■ Material to process ■
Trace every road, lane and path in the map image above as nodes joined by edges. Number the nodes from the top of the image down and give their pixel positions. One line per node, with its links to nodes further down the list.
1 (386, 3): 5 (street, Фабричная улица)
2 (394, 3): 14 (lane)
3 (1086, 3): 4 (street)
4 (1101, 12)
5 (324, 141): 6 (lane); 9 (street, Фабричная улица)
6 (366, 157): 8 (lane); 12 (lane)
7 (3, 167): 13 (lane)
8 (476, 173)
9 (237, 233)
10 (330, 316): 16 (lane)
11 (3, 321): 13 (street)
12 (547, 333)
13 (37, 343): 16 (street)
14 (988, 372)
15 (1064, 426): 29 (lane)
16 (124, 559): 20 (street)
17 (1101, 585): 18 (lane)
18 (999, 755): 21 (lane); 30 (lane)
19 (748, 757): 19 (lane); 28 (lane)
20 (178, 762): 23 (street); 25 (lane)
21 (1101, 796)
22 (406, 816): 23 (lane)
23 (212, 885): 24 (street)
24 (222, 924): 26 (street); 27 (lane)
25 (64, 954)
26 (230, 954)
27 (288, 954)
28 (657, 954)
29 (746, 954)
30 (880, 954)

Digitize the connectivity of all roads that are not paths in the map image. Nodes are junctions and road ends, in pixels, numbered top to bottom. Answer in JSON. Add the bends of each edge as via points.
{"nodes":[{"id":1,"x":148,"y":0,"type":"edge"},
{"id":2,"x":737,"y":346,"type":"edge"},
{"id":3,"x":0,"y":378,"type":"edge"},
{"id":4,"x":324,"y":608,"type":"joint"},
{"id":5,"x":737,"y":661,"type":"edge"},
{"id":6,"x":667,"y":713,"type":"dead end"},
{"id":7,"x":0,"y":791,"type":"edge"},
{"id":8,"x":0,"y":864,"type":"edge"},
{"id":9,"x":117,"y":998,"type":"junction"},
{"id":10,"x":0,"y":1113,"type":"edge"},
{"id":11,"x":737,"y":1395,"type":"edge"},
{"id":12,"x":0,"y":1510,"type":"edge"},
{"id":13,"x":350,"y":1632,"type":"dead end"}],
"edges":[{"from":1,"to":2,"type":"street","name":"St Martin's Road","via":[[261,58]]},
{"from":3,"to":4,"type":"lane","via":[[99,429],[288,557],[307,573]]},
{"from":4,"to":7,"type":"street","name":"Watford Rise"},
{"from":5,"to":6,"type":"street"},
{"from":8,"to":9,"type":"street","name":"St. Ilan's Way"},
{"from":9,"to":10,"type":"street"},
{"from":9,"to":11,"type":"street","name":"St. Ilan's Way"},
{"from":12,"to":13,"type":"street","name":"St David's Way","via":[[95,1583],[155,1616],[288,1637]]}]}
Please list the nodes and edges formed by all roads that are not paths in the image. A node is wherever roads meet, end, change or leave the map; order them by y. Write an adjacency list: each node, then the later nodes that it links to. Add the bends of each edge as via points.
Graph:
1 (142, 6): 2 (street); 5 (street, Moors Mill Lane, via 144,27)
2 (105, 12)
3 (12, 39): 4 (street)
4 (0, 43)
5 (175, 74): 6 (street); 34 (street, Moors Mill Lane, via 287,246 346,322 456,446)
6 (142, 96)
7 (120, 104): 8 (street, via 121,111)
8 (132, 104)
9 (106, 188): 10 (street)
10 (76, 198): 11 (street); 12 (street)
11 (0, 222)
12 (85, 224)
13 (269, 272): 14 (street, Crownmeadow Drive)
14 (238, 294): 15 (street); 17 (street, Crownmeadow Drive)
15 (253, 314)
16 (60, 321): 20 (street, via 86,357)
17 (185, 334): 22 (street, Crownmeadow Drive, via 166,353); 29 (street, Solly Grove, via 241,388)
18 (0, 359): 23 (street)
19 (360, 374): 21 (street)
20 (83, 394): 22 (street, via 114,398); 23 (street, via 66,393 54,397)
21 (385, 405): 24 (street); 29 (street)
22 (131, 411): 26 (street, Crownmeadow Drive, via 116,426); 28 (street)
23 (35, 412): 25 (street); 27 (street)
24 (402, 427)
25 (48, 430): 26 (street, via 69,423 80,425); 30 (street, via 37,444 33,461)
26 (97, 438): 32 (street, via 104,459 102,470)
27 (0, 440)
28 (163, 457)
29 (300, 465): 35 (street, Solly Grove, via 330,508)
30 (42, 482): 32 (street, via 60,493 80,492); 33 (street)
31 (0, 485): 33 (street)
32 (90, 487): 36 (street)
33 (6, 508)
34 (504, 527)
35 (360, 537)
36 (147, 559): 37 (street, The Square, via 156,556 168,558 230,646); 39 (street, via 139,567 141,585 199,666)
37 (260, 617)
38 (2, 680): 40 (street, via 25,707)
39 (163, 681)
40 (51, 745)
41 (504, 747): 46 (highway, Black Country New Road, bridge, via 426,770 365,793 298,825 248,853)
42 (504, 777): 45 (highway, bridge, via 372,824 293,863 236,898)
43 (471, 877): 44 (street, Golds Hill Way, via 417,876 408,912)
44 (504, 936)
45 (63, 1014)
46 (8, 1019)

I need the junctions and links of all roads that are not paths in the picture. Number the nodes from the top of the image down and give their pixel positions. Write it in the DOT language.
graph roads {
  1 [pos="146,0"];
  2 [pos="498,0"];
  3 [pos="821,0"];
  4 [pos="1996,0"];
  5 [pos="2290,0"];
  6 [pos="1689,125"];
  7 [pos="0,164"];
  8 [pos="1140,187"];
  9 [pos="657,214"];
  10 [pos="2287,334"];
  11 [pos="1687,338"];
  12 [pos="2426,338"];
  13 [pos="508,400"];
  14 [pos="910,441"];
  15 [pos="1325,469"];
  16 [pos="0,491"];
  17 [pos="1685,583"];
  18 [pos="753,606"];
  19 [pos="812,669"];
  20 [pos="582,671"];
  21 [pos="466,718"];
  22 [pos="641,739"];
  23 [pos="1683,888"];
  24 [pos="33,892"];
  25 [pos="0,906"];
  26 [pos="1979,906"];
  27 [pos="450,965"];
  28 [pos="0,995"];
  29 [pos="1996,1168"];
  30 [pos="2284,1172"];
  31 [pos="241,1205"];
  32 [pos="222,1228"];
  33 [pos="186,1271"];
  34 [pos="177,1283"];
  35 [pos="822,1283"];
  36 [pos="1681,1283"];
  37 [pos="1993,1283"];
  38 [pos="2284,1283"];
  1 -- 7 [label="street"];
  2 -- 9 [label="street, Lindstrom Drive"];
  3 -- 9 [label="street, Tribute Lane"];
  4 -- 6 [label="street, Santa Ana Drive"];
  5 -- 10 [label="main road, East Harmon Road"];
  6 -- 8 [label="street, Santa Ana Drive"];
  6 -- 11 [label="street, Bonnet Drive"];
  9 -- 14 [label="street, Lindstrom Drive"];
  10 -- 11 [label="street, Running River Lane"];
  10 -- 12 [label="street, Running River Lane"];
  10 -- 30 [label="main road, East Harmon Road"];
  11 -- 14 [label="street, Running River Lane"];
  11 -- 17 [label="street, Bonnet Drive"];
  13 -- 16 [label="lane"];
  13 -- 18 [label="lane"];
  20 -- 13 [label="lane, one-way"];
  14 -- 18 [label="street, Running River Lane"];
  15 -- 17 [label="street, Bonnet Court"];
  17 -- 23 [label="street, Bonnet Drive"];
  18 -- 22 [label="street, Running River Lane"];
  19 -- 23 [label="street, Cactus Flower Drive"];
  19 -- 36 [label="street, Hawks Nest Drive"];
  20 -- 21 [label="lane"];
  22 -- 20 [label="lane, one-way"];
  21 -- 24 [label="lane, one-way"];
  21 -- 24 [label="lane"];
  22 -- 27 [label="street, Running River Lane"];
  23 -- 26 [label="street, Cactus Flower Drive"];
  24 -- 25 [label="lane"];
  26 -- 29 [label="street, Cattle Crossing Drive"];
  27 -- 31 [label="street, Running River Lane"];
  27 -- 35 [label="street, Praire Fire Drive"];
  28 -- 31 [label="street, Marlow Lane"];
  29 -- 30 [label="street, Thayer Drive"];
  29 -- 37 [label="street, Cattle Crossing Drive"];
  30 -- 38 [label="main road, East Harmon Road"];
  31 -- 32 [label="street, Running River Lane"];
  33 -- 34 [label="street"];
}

■ Your instructions ■
Wherever the word "Cactus" occurs in the data, copy that whole line.

■ Response area ■
  19 -- 23 [label="street, Cactus Flower Drive"];
  23 -- 26 [label="street, Cactus Flower Drive"];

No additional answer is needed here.